As the temperatures finally drop here in the Midwest and we get our first dusting of snow on the ground, I can’t help but be thankful to stay inside and enjoy the quiet moments – for a few good reasons.
It was a dizzying late summer/early fall, like here Healthcare Design the team also produced our HCD Forum event in September and then just three weeks later our Healthcare Design Conference + Expo in October. Between the two, my family and I moved into a new house. (I’d say luckily it’s only a mile from our previous house, but we’ve realized that moving is a nightmare no matter the distance.)
And as we settle into our new place and work to make it our own—and constantly resent the to-do list that comes with loving a century-old home—I’m reminded why we ended up here in the first place. Your design minds will appreciate that while there may be 100 years of problems to be solved one way or another, I’m a fan of good space flow and lots of light and views.
Somehow, even as we wait months for furniture and fight over colors, it still feels good.
Achieving the same effect through design is something you all struggle with every day when approaching healthcare projects, the benefits of which have recently been proven again.
The University of Michigan researchers decided to build on previous studies, including Roger Ulrich’s seminal 1984 paper, to see how different design features affected clinical outcomes in surgical patients. This analysis included a study of nearly 4,000 patients who underwent high-risk surgical procedures at the University of Michigan Hospital between 2016 and 2019. Characteristics assessed were window or no window, single versus double occupancy, distance to nurses’ stations, and line of sight to clinicians.

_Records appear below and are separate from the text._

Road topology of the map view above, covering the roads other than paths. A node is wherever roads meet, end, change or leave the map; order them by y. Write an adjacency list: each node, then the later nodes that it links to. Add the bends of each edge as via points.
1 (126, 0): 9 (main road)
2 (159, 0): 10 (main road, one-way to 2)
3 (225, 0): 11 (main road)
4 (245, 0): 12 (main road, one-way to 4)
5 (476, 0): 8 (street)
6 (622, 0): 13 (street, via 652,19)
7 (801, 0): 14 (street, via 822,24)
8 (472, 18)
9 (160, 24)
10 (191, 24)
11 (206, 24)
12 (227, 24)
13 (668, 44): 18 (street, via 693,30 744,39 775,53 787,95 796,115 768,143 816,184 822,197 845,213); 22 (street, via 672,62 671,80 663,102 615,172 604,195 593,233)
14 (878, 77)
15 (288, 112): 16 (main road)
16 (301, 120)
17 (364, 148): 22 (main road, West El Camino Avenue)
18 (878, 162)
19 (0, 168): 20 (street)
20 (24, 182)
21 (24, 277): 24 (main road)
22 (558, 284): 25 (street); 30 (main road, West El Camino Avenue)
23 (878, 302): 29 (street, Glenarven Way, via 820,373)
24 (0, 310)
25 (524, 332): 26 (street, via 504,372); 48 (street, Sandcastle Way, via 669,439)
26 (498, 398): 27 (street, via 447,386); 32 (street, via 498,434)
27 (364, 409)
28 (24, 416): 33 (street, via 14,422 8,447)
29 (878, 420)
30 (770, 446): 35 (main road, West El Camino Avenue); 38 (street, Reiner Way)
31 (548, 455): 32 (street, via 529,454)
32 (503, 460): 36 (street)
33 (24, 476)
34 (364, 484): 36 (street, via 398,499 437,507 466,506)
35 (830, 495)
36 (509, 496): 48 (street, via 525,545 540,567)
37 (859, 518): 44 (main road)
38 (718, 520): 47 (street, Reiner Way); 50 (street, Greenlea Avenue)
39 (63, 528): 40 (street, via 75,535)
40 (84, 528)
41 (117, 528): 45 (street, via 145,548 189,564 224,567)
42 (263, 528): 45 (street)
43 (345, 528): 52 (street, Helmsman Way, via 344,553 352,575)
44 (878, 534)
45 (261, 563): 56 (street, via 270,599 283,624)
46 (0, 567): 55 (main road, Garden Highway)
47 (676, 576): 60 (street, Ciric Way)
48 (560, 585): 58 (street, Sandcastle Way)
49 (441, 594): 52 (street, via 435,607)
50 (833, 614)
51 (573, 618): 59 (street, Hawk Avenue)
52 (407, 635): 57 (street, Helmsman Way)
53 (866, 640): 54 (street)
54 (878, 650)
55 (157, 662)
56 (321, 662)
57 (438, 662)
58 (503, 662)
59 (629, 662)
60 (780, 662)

Some of the key findings, as shared in an American College of Surgeons press release, show that these factors affected clinical outcomes, with mortality rates 20 percent higher (after adjusting for comorbidities and surgical complexity) if patients were in the room without windows.

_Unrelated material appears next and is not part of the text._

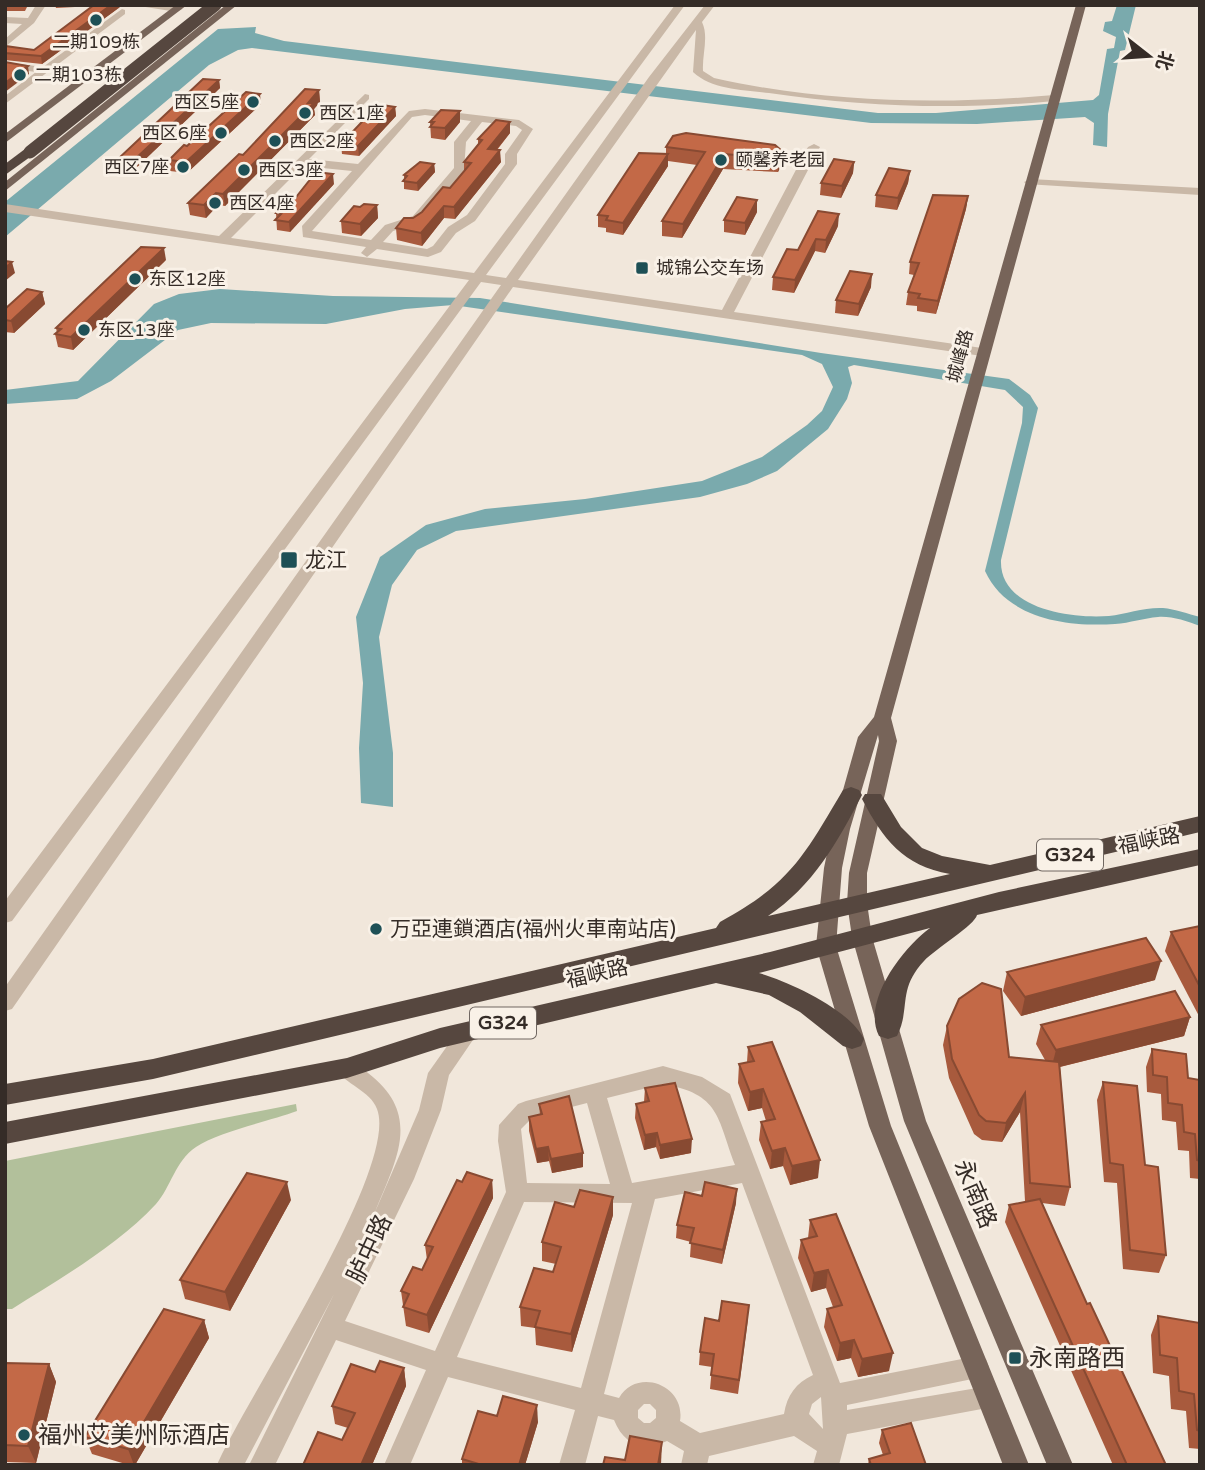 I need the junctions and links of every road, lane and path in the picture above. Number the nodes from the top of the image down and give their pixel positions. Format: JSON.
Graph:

Furthermore, the team reports that the patterns that have emerged so far indicate that certain rooms and features achieve better outcomes after surgery, meaning that the solution is not necessarily just design, but also operations – for example, identifying the sickest patients and prioritizing certain ones. rooms for optimizing results.
And while it’s just one (of several) studies, the authors call for further research to see if the results can be generalized and to identify ways to achieve a better return on what is designed and built. As co-author Mitchell J. Mead says in the release, “One of the next big steps in health care design is to understand these causal pathways that can lead to different clinical outcomes in patients staying in hospital rooms with different characteristics.”